◆ **Data provided**:
···

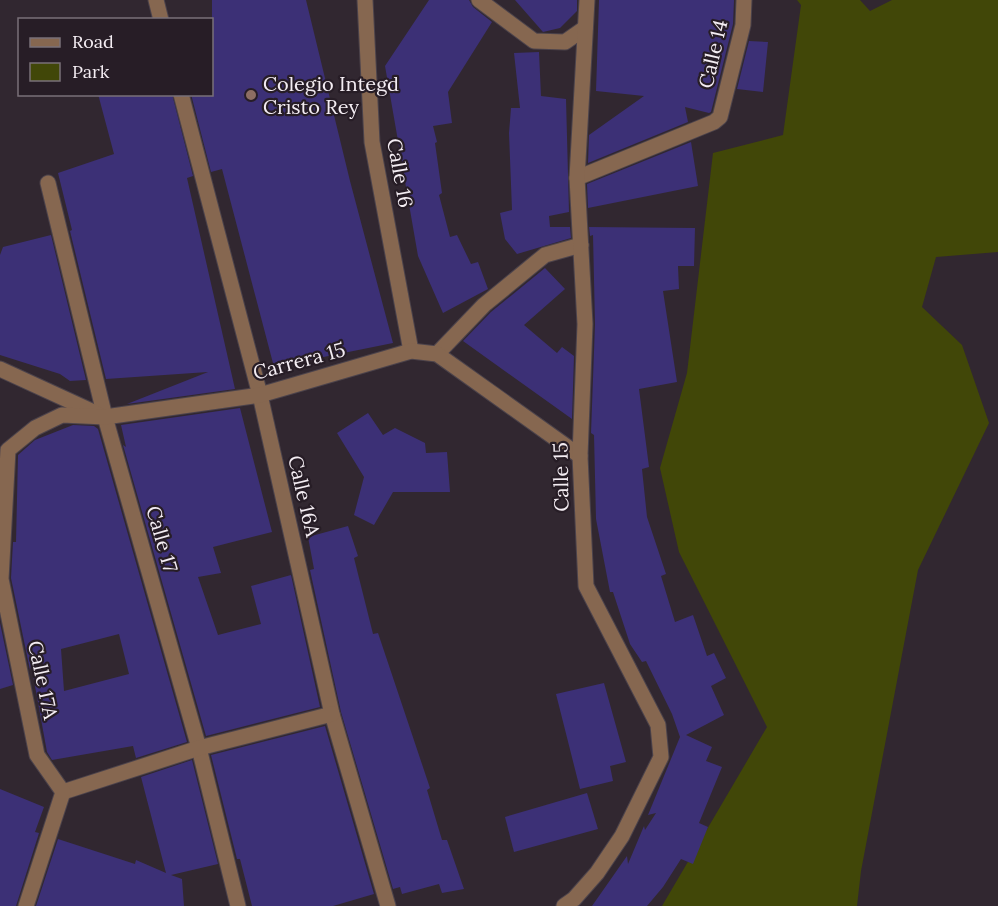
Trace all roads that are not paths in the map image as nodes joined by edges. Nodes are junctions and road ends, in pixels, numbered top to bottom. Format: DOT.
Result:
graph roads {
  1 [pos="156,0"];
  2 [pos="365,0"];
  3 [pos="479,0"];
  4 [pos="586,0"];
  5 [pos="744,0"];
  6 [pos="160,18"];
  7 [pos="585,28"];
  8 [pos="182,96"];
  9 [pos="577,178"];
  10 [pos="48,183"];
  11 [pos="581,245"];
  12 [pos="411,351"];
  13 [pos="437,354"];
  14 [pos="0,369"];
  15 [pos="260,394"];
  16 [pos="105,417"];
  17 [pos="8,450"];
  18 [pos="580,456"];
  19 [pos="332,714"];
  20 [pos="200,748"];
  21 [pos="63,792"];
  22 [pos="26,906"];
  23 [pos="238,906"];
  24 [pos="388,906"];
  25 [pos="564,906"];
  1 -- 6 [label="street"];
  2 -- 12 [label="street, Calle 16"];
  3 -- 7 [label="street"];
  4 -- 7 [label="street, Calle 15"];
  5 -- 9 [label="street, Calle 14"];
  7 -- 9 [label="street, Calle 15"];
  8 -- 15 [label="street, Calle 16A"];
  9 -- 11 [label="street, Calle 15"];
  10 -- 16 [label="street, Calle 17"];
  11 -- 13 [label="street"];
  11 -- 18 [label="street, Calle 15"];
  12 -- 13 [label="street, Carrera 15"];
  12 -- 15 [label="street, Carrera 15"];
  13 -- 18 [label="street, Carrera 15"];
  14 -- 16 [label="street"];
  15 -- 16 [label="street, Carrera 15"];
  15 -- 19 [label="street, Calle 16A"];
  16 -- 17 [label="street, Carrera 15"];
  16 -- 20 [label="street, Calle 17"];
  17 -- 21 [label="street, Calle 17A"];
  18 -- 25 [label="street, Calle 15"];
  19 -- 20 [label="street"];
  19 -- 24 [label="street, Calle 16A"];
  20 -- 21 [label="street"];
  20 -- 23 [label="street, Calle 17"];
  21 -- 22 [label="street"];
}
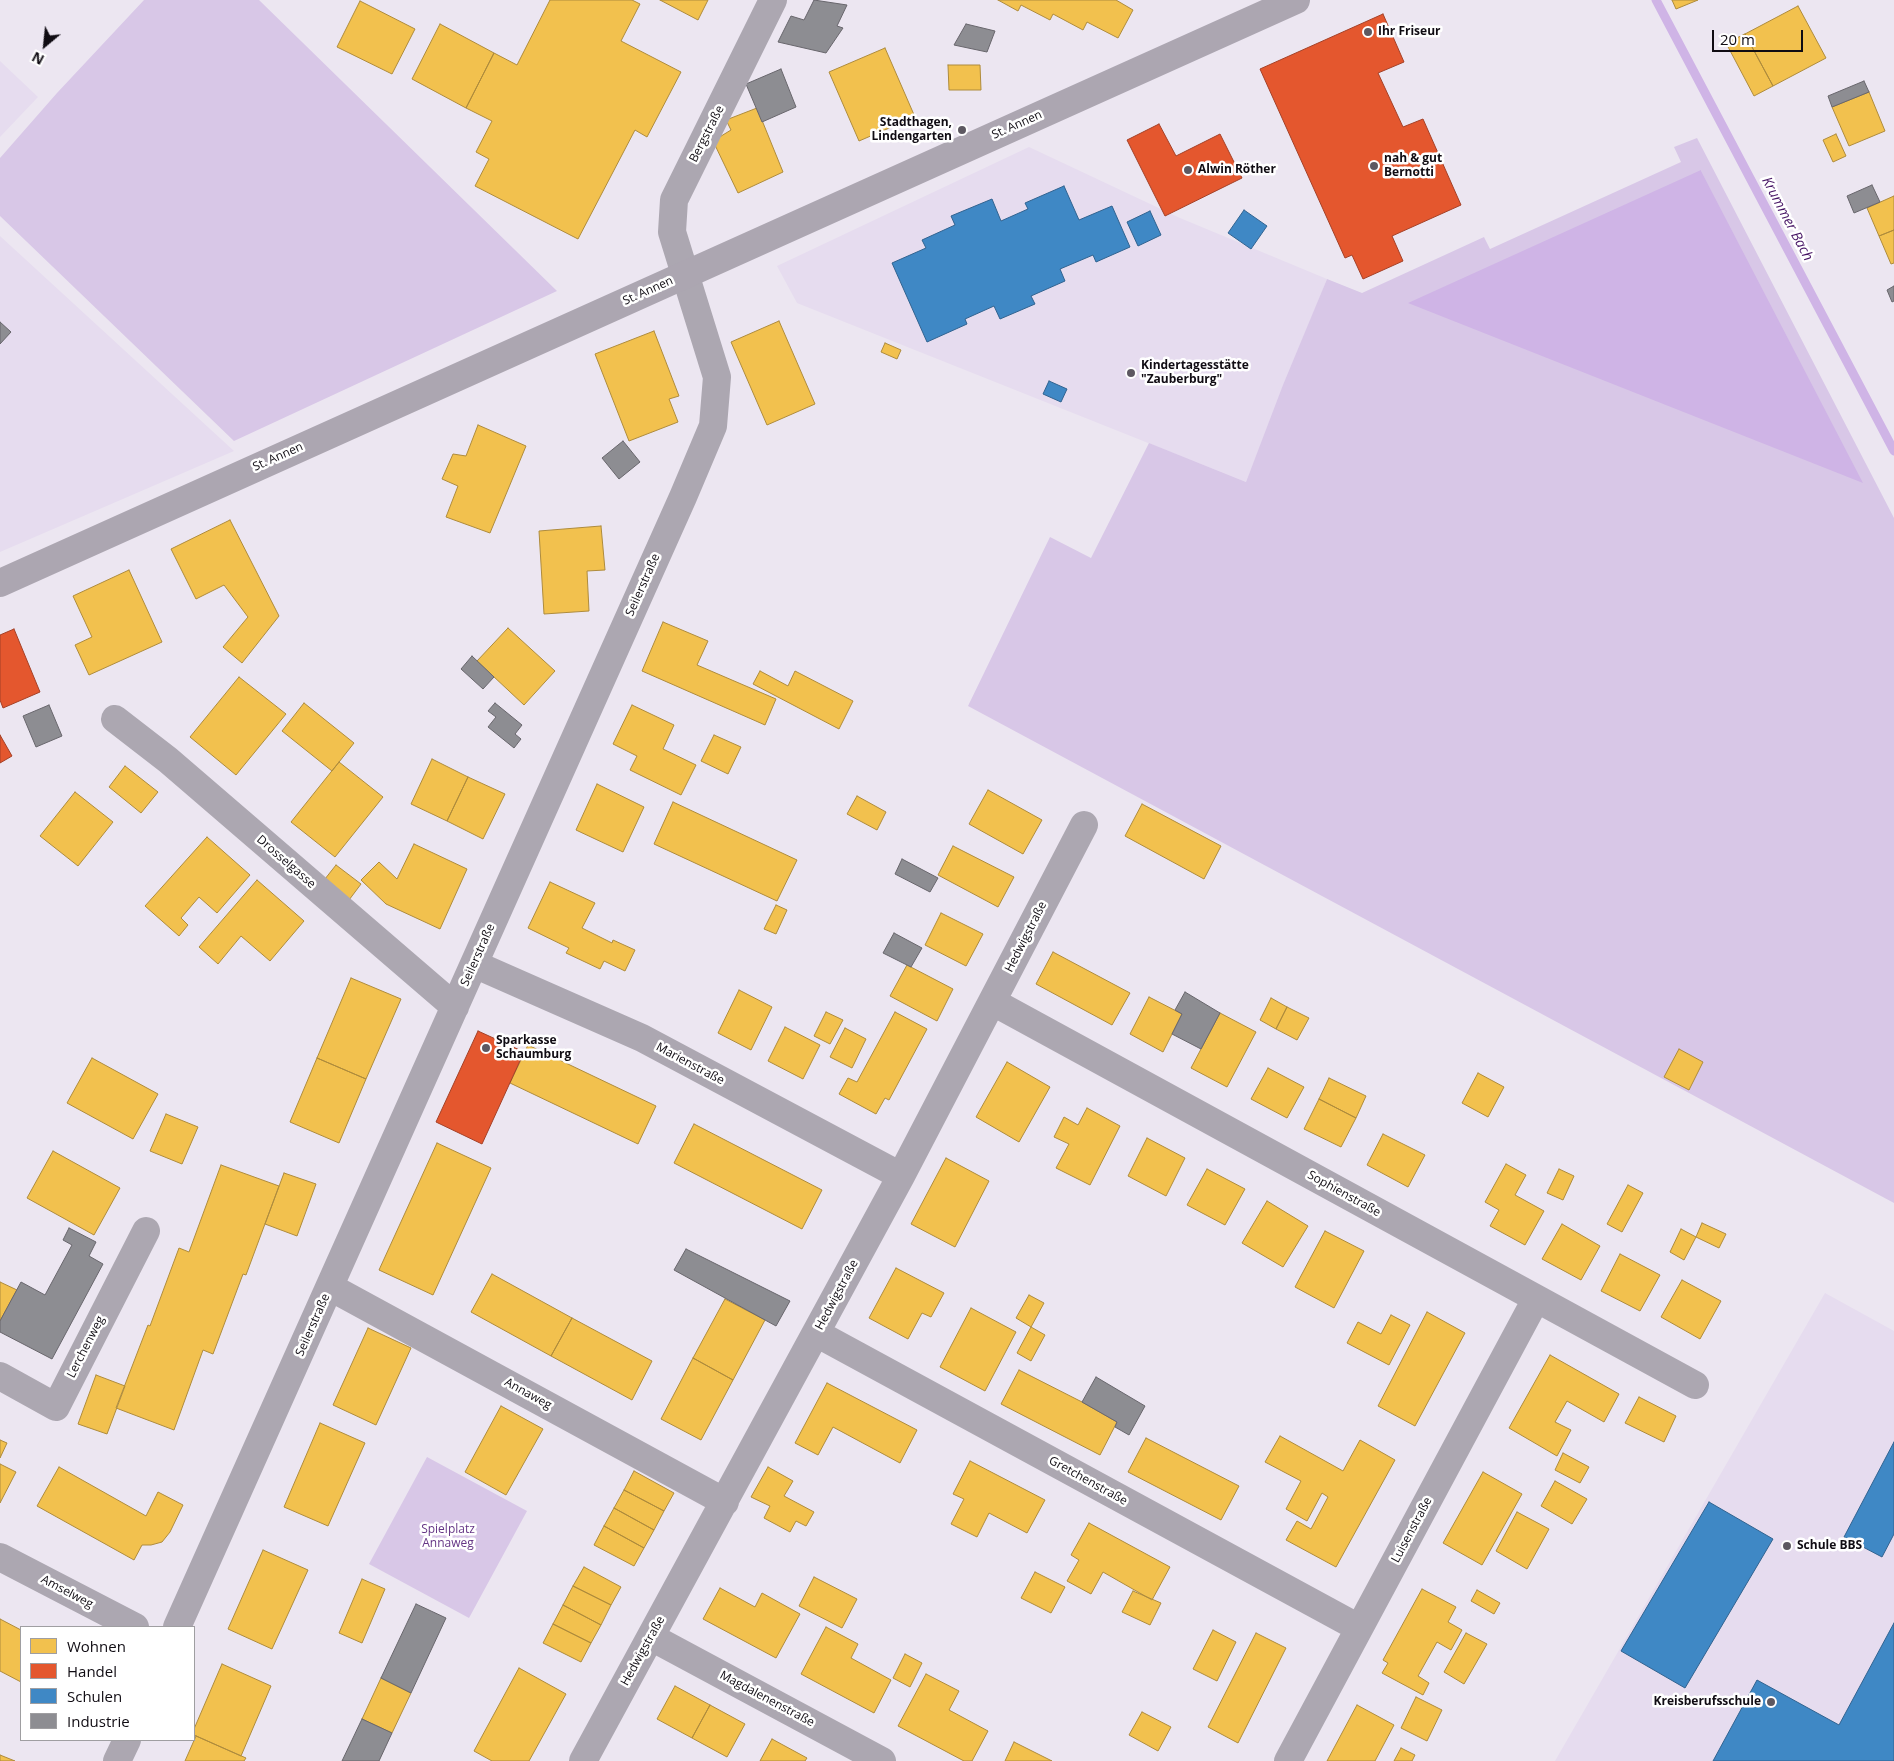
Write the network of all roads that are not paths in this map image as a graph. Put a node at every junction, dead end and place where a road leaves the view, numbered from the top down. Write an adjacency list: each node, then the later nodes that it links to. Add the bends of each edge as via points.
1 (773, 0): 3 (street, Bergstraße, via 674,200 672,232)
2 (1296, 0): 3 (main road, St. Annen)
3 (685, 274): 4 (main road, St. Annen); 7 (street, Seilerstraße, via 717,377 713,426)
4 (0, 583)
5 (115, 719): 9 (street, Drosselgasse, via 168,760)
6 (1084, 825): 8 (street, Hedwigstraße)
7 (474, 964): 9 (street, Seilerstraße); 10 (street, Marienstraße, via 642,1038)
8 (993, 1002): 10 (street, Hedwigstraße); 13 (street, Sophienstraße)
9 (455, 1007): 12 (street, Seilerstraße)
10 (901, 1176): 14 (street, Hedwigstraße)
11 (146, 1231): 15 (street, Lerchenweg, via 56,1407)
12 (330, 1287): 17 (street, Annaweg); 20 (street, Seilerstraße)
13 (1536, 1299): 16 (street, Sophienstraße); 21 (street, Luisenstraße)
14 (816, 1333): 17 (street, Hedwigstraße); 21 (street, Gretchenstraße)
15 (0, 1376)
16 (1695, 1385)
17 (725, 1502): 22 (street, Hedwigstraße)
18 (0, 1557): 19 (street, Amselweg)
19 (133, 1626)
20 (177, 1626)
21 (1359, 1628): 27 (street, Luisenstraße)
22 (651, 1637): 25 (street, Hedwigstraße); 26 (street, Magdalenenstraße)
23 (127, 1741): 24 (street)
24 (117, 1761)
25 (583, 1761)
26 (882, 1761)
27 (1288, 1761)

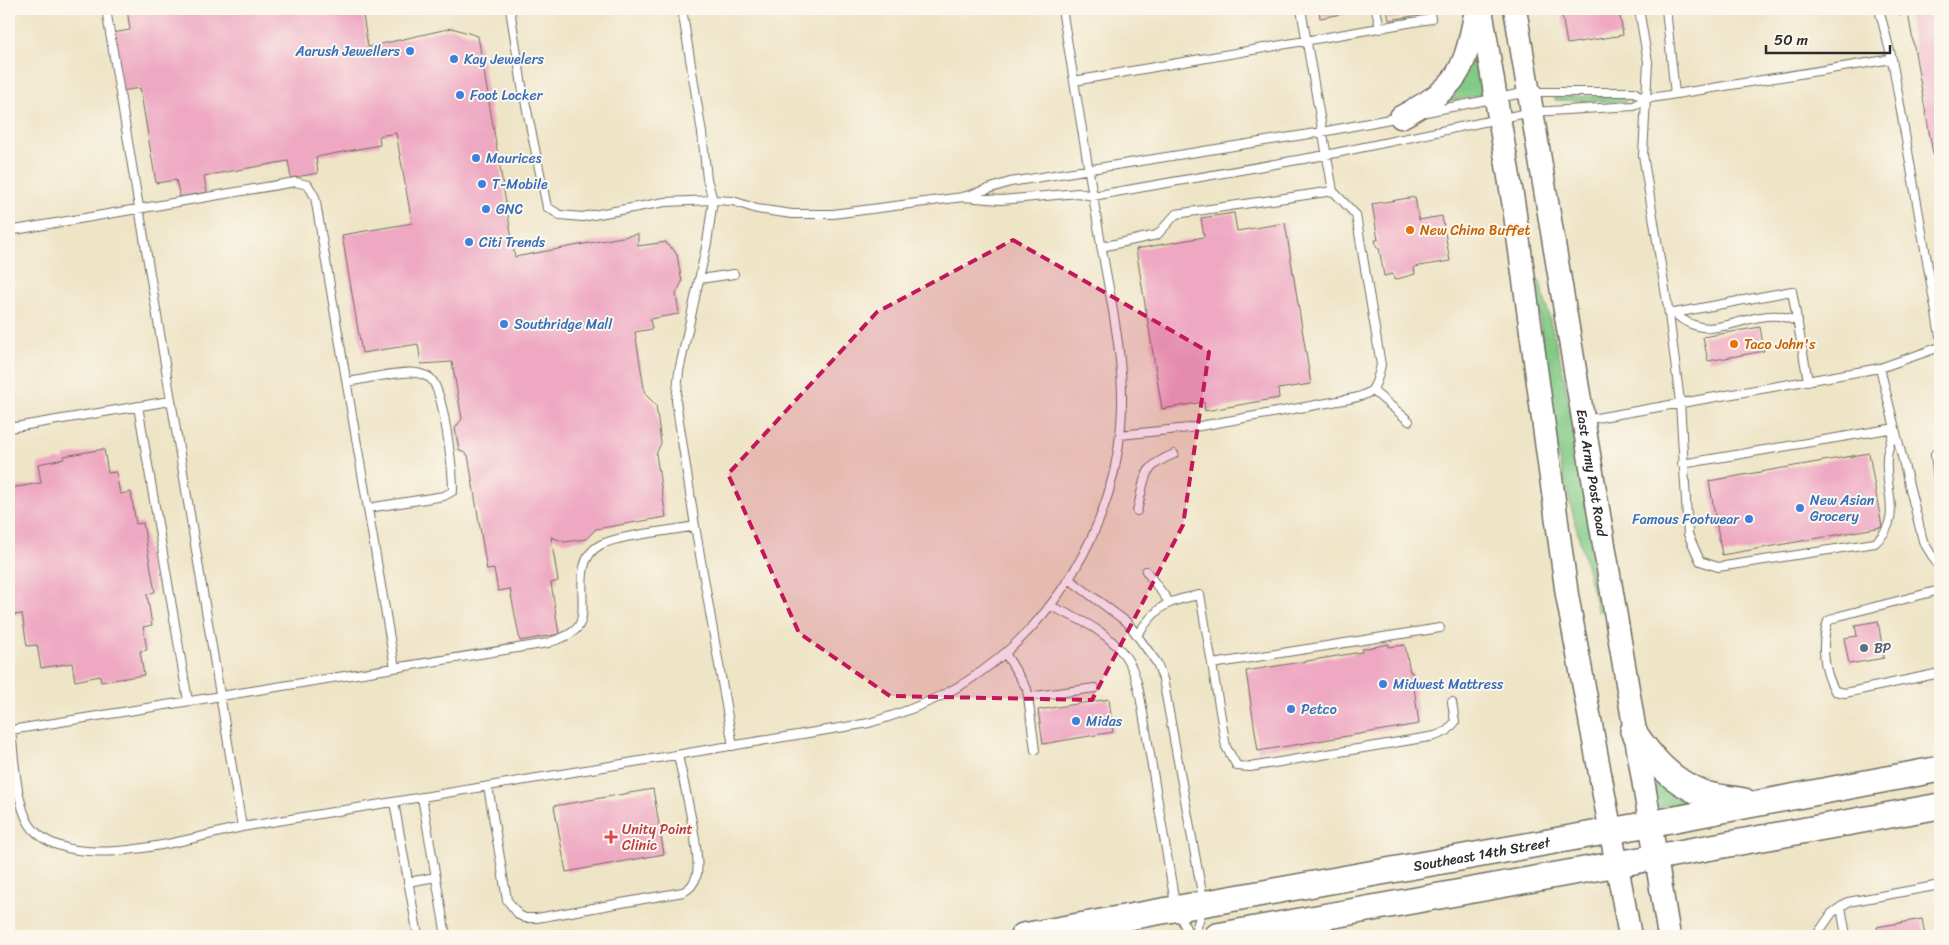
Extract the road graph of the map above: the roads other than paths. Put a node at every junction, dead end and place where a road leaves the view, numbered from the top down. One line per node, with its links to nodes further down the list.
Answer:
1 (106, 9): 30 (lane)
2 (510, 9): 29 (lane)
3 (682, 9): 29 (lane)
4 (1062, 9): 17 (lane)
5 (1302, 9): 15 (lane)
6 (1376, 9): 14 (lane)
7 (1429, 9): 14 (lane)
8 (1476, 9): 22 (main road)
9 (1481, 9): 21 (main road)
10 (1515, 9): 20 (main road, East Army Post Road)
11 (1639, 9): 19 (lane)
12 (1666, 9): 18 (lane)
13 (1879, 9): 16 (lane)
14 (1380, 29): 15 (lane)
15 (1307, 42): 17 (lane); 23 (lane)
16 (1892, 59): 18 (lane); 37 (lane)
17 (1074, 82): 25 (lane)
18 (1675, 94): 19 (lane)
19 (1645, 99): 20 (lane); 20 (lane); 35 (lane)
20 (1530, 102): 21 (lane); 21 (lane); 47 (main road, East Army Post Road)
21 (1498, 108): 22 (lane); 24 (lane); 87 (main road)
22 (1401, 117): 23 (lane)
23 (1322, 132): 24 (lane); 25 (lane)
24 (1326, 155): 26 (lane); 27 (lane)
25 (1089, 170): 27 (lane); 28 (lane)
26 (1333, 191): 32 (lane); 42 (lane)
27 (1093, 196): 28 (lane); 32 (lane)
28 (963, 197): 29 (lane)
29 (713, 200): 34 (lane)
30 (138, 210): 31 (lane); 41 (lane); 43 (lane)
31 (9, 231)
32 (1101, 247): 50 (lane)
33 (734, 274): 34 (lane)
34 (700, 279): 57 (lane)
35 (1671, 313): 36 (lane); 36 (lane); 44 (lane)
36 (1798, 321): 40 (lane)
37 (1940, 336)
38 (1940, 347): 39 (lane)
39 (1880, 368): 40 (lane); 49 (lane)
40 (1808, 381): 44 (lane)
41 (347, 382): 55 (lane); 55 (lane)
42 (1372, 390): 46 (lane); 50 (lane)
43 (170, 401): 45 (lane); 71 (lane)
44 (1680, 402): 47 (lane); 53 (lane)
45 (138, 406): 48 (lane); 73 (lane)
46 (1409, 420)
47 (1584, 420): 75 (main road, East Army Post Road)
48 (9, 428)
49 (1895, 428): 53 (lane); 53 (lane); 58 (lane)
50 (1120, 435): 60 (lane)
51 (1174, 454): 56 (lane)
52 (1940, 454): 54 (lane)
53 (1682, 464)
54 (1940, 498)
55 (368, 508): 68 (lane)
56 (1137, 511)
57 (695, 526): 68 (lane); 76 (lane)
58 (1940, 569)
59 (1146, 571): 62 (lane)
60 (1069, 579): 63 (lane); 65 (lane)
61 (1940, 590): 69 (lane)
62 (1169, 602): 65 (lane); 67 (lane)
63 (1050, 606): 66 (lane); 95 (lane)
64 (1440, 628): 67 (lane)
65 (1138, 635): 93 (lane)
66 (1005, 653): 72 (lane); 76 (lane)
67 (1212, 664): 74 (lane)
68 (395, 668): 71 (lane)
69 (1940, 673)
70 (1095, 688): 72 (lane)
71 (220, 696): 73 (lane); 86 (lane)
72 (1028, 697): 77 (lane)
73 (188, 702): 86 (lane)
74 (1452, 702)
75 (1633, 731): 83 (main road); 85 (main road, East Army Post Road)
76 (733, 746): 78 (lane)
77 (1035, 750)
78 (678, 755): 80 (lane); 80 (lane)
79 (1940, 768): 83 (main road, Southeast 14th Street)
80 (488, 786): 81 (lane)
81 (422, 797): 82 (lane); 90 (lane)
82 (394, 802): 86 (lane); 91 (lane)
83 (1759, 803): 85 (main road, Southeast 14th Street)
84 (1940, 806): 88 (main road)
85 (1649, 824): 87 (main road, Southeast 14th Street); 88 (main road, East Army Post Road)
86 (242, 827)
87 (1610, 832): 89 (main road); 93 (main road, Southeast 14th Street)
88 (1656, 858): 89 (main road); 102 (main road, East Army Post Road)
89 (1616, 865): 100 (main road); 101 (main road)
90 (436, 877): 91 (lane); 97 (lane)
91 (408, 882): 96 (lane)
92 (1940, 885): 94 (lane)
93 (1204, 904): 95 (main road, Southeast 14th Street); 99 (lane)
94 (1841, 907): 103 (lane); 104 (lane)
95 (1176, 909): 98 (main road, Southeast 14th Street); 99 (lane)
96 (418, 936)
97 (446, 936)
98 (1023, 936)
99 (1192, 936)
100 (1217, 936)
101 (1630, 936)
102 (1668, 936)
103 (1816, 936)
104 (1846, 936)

···

◆ **Work item**:
When the records above are checked line by line, how many lines contain the word "Luisenstraße"? Please give only that number.

◆ **Task response**:
2